Some historic highlights:
- Boston, including Roxbury, is the traditional homeland of the Massachusett people, who are still here. Native people have been in the area for at least 12,500 years. The Highland Park area was a cultural and transportation hub for the Massachusett people.
- In 1630, members of the Massachusetts Bay Company settled Roxbury in the vicinity of what would later become known as John Eliot Square, establishing small farms in the hilly but fertile highlands.
- Roxbury was of strategic importance in the American Revolution. During the Siege of Boston (1775–1776), the two forts in the Roxbury Highlands were critical to the defeat of the British, who had occupied Boston.
- In the nineteenth century, development in Highland Park accelerated as the development of mass transit increased the connection to downtown Boston. The neighborhood began to transform into a fashionable suburb.
- In 1864, the prominent abolitionist and newspaper publisher William Lloyd Garrison moved to Highland Park, living at 125 Highland Street until his death.
- Highland Park was also home to author Edward Everett Hale. Hale was one of the most prominent Unitarian ministers of the second half of the nineteenth century, and was also a vocal social reformer, advocating for Irish famine relief, fairness to Native Americans, and educational opportunities for formerly enslaved persons.
- Highland Park was also home to early philanthropic ventures in institutions like the Roxbury Alms House, St. Luke’s Convalescent Home, the Norfolk Settlement House, and many others.
- In the late nineteenth century, a large number of immigrants moved to the area from Ireland, Germany, Italy, Latvia, and Scandinavian countries, as well as the Maritime provinces of Canada. Many were drawn to the industrial jobs in Lower Roxbury. From the late nineteenth century through the 1950s, Roxbury was also home to a large Jewish community that extended southward to Mattapan.
- The mid-twentieth century saw an increase in the Black population as residents migrated to the area from both the American South and the West Indies. Between 1950 and 1960, Roxbury became the center of Boston’s Black community.
- Roxbury’s Latino population also grew in the postwar decades, beginning with the arrival of immigrants from the Dominican Republic in the 1950s, as well as immigration from Puerto Rico in the late 1950s and 60s.
- In the 1960s, Roxbury became a center of grassroots activism and community organizing to combat inequality in housing, education, and employment and systemic discrimination in the form of disinvestment and redlining. At this time, Highland Park saw the emergence of a vital Black community with its own community-fashioned educational establishments like Paige Academy (founded by Dr. Angela Paige Cook and Reverend Joe Cook), as well as mutual aid initiatives like the Highland Park 400 Survival Garden.
- The Roxbury Action Program (RAP), founded by George Morrison and Lloyd King, provided numerous services to the community, including rehabilitating properties for residential and commercial use.
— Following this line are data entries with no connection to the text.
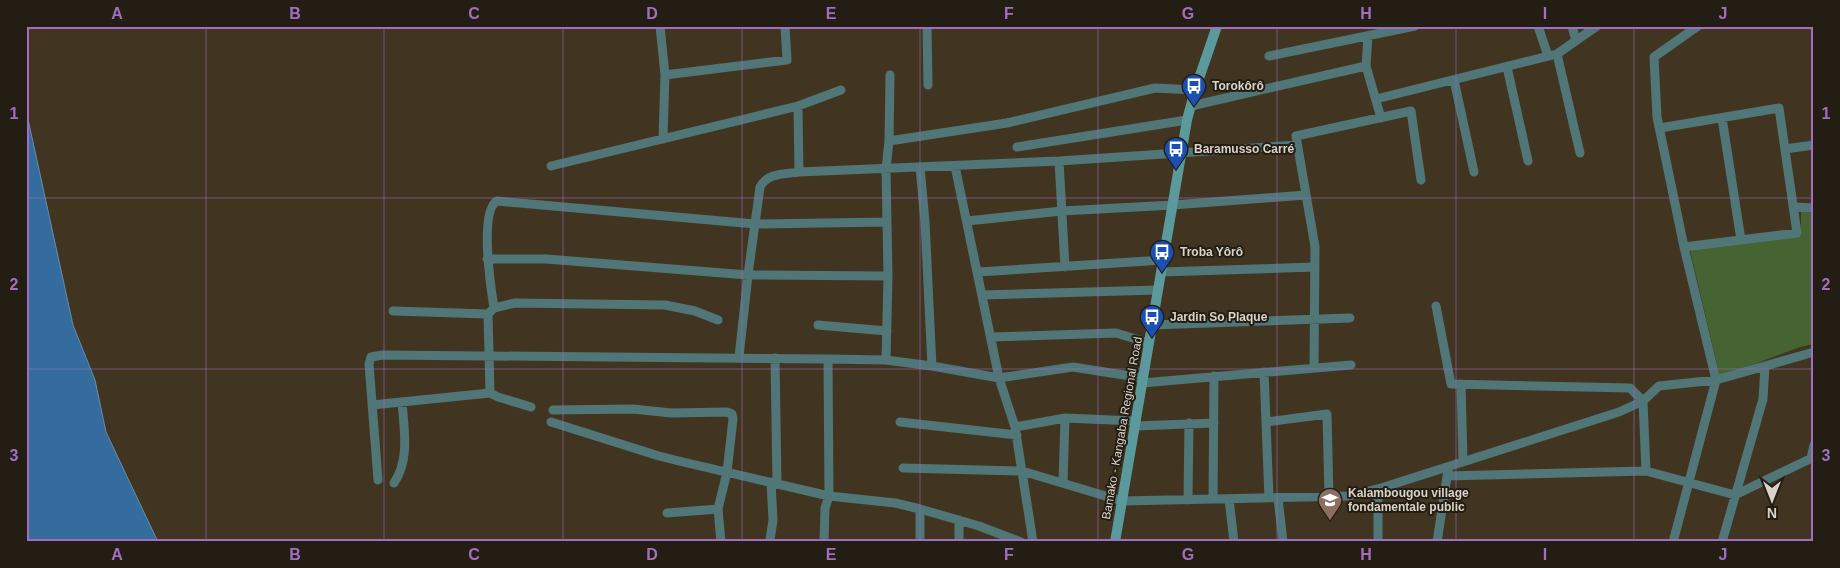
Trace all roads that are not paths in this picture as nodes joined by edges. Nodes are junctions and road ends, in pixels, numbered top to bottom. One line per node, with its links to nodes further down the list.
1 (660, 26): 18 (street)
2 (785, 26): 18 (street)
3 (927, 26): 21 (street)
4 (1217, 26): 23 (street, Bamako - Kangaba Regional Road)
5 (1415, 26): 10 (street)
6 (1538, 26): 15 (street)
7 (1572, 26): 12 (street)
8 (1597, 26): 12 (street)
9 (1698, 26): 30 (street)
10 (1379, 30): 11 (street)
11 (1368, 36): 14 (street); 16 (street)
12 (1576, 41): 13 (street)
13 (1558, 54): 15 (street); 38 (street)
14 (1270, 56)
15 (1548, 56): 17 (street)
16 (1366, 66): 24 (street); 26 (street)
17 (1507, 66): 20 (street); 40 (street)
18 (665, 75): 31 (street)
19 (890, 75): 32 (street)
20 (1454, 80): 24 (street); 46 (street)
21 (928, 85)
22 (840, 90): 25 (street)
23 (1195, 90): 26 (street, Bamako - Kangaba Regional Road); 32 (street)
24 (1376, 99): 27 (street)
25 (798, 106): 31 (street); 45 (street)
26 (1191, 106): 29 (street, Bamako - Kangaba Regional Road)
27 (1382, 118): 33 (street); 47 (street)
28 (1722, 118): 30 (street); 36 (street); 56 (street)
29 (1187, 120): 35 (street); 37 (street, Bamako - Kangaba Regional Road)
30 (1660, 128): 57 (street)
31 (663, 139): 41 (street)
32 (890, 141): 44 (street)
33 (1298, 145): 37 (street); 48 (street)
34 (1814, 145): 36 (street)
35 (1017, 147)
36 (1785, 149): 50 (street)
37 (1182, 153): 39 (street); 49 (street, Bamako - Kangaba Regional Road)
38 (1580, 154)
39 (1059, 161): 42 (street); 52 (street)
40 (1528, 161)
41 (551, 166)
42 (955, 166): 43 (street); 53 (street)
43 (920, 167): 44 (street); 86 (street)
44 (886, 169): 45 (street); 54 (street)
45 (800, 172): 55 (street)
46 (1474, 172)
47 (1421, 180)
48 (1306, 195): 49 (street); 61 (street)
49 (1173, 205): 52 (street); 59 (street, Bamako - Kangaba Regional Road)
50 (1793, 207): 51 (street); 56 (street)
51 (1814, 208)
52 (1062, 211): 53 (street); 60 (street)
53 (967, 221): 62 (street)
54 (886, 222): 55 (street); 65 (street)
55 (755, 224): 58 (street); 64 (street)
56 (1742, 240): 57 (street)
57 (1684, 247): 93 (street)
58 (487, 259): 64 (street); 70 (street)
59 (1163, 260): 60 (street); 63 (street, Bamako - Kangaba Regional Road)
60 (1065, 267): 62 (street)
61 (1315, 267): 63 (street); 72 (street)
62 (978, 272): 67 (street)
63 (1161, 272): 66 (street, Bamako - Kangaba Regional Road)
64 (748, 275): 65 (street); 81 (street)
65 (888, 276): 76 (street)
66 (1158, 290): 67 (street); 75 (street, Bamako - Kangaba Regional Road)
67 (982, 295): 77 (street)
68 (1436, 306): 94 (street)
69 (393, 311): 70 (street)
70 (491, 311): 73 (street); 80 (street)
71 (1350, 318): 72 (street)
72 (1315, 319): 75 (street); 88 (street)
73 (718, 320)
74 (818, 325): 76 (street)
75 (1152, 325): 78 (street, Bamako - Kangaba Regional Road)
76 (887, 331): 84 (street)
77 (991, 337): 78 (street); 91 (street)
78 (1149, 343): 92 (street, Bamako - Kangaba Regional Road)
79 (1814, 352): 87 (street)
80 (490, 357): 81 (street); 95 (street); 98 (street)
81 (740, 357): 82 (street)
82 (775, 358): 83 (street); 121 (street)
83 (828, 359): 84 (street); 125 (street)
84 (886, 360): 86 (street)
85 (1351, 365): 88 (street)
86 (932, 366): 91 (street)
87 (1765, 366): 93 (street); 124 (street)
88 (1314, 368): 89 (street)
89 (1264, 372): 90 (street); 104 (street)
90 (1214, 376): 92 (street); 106 (street)
91 (999, 378): 92 (street); 108 (street)
92 (1142, 380): 107 (street, Bamako - Kangaba Regional Road)
93 (1716, 380): 96 (street); 119 (street)
94 (1460, 384): 96 (street); 111 (street)
95 (490, 393): 97 (street); 99 (street)
96 (1644, 401): 111 (street); 115 (street)
97 (402, 402): 98 (street); 120 (street)
98 (372, 405): 118 (street)
99 (531, 407)
100 (553, 410): 116 (street)
101 (1065, 418): 107 (street); 108 (street); 122 (street)
102 (551, 422): 116 (street)
103 (900, 422): 108 (street)
104 (1266, 422): 126 (street); 127 (street)
105 (1189, 423): 106 (street); 107 (street); 130 (street)
106 (1214, 423): 128 (street)
107 (1135, 424): 131 (street, Bamako - Kangaba Regional Road)
108 (1016, 431): 114 (street)
109 (1814, 445): 110 (street)
110 (1813, 457): 124 (street)
111 (1463, 462): 112 (street)
112 (1449, 466): 117 (street); 123 (street)
113 (903, 468): 114 (street)
114 (1022, 471): 122 (street); 143 (street)
115 (1646, 471): 117 (street); 119 (street)
116 (727, 472): 121 (street); 132 (street)
117 (1447, 476): 148 (street)
118 (378, 480)
119 (1689, 482): 124 (street); 149 (street)
120 (394, 483)
121 (774, 483): 125 (street); 137 (street)
122 (1063, 483): 131 (street)
123 (1378, 489): 126 (street); 147 (street)
124 (1735, 495): 150 (street)
125 (828, 496): 133 (street); 139 (street)
126 (1329, 497): 127 (street)
127 (1274, 498): 129 (street); 146 (street)
128 (1213, 499): 129 (street); 130 (street)
129 (1229, 499): 145 (street)
130 (1188, 500): 131 (street)
131 (1122, 501): 144 (street, Bamako - Kangaba Regional Road)
132 (718, 509): 134 (street); 138 (street)
133 (920, 509): 135 (street); 140 (street)
134 (667, 513)
135 (958, 520): 136 (street); 141 (street)
136 (999, 538): 142 (street)
137 (770, 540)
138 (721, 542)
139 (824, 542)
140 (920, 542)
141 (959, 542)
142 (1020, 542)
143 (1033, 542)
144 (1115, 542)
145 (1234, 542)
146 (1284, 542)
147 (1378, 542)
148 (1437, 542)
149 (1673, 542)
150 (1722, 542)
- The renowned filmmaker Henry Hampton owned 88 Lambert Avenue and made substantial contributions to American culture while at the helm of Blackside, Inc., the largest Black-owned film production company of its time. Blackside, Inc. produced more than 65 Civil Rights documentaries, including Hampton’s Peabody and Emmy award-winning series “Eyes on the Prize,” covering the Civil Rights movement from 1954 through to the mid-1980s.
- In 1989, the Highland Park neighborhood was listed in the National Register of Historic Places as the Roxbury Highlands Historic District. Since the district’s listing, it has remained relatively stable, but there have been some notable demolitions.
- Today, Highland Park is a vibrant and diverse neighborhood that residents are proud to call home. Community and civic engagement are highly valued, and Highland Park residents can become involved in community life by joining a network of organizations that are actively engaged in community-building and problem-solving.
- With the new Highland Park Architectural Conservation District (ACD), neighborhood residents can now also serve as Highland Park ACD Commissioners or assist the Commission’s decision-making by providing public feedback!